=== EXERCISE INPUTS ===

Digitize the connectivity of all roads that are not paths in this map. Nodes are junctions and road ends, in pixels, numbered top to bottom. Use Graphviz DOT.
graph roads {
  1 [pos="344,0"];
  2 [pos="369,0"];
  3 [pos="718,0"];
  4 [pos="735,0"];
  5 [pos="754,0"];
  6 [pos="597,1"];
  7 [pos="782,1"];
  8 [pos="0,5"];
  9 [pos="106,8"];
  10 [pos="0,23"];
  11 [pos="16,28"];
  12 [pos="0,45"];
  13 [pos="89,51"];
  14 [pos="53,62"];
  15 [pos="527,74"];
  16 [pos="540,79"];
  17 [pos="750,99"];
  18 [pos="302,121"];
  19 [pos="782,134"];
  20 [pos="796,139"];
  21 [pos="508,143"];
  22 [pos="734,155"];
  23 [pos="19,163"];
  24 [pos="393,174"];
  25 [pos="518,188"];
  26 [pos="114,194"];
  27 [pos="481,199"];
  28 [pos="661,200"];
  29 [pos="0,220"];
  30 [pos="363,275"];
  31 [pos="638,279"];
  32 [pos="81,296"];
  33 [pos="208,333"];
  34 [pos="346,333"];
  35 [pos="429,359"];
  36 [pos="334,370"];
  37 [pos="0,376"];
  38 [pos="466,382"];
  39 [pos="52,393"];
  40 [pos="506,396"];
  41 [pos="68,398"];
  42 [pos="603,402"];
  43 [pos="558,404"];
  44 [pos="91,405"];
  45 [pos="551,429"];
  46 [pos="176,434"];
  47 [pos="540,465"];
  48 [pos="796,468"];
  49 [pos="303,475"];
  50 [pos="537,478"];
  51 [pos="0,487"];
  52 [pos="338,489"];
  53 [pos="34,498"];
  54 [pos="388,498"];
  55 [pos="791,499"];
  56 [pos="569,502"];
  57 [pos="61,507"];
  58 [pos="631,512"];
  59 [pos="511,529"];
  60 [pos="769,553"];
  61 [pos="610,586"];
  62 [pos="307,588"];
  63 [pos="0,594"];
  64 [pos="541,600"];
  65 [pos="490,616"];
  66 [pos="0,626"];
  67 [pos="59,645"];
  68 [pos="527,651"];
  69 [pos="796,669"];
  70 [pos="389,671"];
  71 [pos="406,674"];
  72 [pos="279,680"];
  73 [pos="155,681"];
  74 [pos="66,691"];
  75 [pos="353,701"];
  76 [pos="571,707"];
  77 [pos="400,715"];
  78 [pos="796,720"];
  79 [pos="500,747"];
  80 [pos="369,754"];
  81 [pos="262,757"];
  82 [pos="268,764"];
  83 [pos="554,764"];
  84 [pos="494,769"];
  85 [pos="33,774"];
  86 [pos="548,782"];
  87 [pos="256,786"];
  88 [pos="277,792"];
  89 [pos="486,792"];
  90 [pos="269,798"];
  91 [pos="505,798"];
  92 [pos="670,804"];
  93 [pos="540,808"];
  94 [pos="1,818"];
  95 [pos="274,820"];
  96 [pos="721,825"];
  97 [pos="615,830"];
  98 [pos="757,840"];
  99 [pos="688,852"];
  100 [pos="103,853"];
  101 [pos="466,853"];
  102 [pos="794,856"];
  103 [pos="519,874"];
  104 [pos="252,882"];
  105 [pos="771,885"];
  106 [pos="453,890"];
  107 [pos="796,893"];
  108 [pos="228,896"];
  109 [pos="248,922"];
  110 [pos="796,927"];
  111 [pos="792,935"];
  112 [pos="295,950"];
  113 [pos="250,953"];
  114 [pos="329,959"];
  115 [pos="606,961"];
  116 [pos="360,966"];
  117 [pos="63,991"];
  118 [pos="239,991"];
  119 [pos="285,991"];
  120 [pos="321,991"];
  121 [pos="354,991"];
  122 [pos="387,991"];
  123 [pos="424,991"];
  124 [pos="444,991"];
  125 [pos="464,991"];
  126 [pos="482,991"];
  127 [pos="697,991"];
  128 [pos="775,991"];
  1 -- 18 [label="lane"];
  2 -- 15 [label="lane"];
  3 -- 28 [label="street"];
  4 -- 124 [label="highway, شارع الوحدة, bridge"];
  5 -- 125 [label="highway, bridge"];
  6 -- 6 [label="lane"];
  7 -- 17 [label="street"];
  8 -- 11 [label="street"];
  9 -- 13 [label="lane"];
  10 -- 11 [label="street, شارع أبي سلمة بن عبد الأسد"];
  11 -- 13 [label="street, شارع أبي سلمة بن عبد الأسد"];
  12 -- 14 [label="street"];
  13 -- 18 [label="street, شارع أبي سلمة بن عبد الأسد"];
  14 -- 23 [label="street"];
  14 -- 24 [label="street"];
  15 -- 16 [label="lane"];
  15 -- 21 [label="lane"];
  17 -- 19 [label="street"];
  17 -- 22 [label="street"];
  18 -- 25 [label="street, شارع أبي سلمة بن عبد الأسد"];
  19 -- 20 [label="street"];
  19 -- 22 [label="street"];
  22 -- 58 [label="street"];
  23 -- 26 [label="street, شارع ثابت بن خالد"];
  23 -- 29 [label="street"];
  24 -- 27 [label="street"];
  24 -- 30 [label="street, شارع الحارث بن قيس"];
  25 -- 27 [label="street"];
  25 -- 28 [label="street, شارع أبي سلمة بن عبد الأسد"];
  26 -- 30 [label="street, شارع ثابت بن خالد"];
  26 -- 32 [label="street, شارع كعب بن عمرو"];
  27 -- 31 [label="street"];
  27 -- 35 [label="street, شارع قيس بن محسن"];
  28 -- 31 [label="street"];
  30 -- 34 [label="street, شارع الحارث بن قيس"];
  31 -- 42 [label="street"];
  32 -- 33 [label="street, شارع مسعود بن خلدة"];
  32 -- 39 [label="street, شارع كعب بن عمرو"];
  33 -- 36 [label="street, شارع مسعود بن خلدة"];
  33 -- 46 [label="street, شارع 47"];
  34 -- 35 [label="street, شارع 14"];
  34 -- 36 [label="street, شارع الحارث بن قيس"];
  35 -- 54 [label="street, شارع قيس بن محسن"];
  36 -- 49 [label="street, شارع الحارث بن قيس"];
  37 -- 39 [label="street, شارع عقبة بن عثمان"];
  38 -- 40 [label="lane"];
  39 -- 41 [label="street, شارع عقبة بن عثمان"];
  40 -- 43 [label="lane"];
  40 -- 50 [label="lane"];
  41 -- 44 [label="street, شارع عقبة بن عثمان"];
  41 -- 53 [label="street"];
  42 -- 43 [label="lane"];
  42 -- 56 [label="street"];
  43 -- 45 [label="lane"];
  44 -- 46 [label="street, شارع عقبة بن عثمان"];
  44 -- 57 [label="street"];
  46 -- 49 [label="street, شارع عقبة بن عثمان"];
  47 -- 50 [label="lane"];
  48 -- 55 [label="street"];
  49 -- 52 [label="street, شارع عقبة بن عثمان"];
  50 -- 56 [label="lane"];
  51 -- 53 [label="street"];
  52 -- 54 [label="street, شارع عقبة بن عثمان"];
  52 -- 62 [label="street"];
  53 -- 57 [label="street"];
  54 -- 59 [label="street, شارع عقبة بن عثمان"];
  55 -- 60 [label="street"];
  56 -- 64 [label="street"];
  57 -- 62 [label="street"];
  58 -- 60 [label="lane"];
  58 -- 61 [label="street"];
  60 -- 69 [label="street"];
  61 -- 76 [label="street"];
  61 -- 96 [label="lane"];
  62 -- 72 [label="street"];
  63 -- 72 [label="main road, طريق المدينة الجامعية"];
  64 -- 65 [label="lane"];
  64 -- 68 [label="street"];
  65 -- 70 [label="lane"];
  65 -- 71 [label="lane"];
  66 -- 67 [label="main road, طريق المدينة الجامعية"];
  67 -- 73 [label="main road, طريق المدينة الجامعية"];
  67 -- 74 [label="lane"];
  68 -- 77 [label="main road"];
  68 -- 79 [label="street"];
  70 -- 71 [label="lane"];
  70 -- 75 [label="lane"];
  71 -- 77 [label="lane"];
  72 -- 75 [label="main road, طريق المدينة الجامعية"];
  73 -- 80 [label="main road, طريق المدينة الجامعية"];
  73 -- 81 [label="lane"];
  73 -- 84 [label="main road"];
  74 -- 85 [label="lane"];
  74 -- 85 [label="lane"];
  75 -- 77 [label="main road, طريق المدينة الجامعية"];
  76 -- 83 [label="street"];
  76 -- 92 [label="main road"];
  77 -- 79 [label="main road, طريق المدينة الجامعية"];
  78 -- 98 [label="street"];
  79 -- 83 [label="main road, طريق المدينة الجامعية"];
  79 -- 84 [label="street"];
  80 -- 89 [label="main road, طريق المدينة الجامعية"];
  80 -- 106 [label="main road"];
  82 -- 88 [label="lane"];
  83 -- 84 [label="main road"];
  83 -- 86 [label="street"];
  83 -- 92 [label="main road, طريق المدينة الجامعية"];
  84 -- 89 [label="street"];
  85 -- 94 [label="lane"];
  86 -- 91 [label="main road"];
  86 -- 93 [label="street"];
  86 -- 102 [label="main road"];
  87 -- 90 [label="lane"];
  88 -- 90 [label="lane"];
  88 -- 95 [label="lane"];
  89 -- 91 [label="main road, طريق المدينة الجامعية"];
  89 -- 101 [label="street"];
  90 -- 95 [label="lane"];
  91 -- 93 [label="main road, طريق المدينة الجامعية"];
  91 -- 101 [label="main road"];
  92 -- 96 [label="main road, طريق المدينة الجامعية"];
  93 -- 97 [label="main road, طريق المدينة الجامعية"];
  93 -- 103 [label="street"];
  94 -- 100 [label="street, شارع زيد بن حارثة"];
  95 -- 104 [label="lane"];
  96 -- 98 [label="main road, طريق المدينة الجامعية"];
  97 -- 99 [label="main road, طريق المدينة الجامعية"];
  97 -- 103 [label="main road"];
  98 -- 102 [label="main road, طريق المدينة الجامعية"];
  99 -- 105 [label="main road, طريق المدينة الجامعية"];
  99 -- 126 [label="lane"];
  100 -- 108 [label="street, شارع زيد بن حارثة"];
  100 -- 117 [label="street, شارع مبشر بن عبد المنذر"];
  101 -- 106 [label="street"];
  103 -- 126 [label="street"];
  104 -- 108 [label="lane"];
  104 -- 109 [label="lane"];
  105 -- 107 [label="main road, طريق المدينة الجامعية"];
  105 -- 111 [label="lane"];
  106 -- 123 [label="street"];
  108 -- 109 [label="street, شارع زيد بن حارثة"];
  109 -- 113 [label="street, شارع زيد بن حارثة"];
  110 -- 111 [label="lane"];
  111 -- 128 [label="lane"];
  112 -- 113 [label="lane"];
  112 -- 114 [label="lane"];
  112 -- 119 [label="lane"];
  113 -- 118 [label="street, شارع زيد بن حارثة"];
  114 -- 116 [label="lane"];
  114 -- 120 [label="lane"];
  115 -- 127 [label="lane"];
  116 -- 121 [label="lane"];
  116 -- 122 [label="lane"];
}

===

- [ASSIGNED TASK]
Which lines of the data above contain "حارثة"? Copy each one.

- [ANSWER TO THIS TASK]
  94 -- 100 [label="street, شارع زيد بن حارثة"];
  100 -- 108 [label="street, شارع زيد بن حارثة"];
  108 -- 109 [label="street, شارع زيد بن حارثة"];
  109 -- 113 [label="street, شارع زيد بن حارثة"];
  113 -- 118 [label="street, شارع زيد بن حارثة"];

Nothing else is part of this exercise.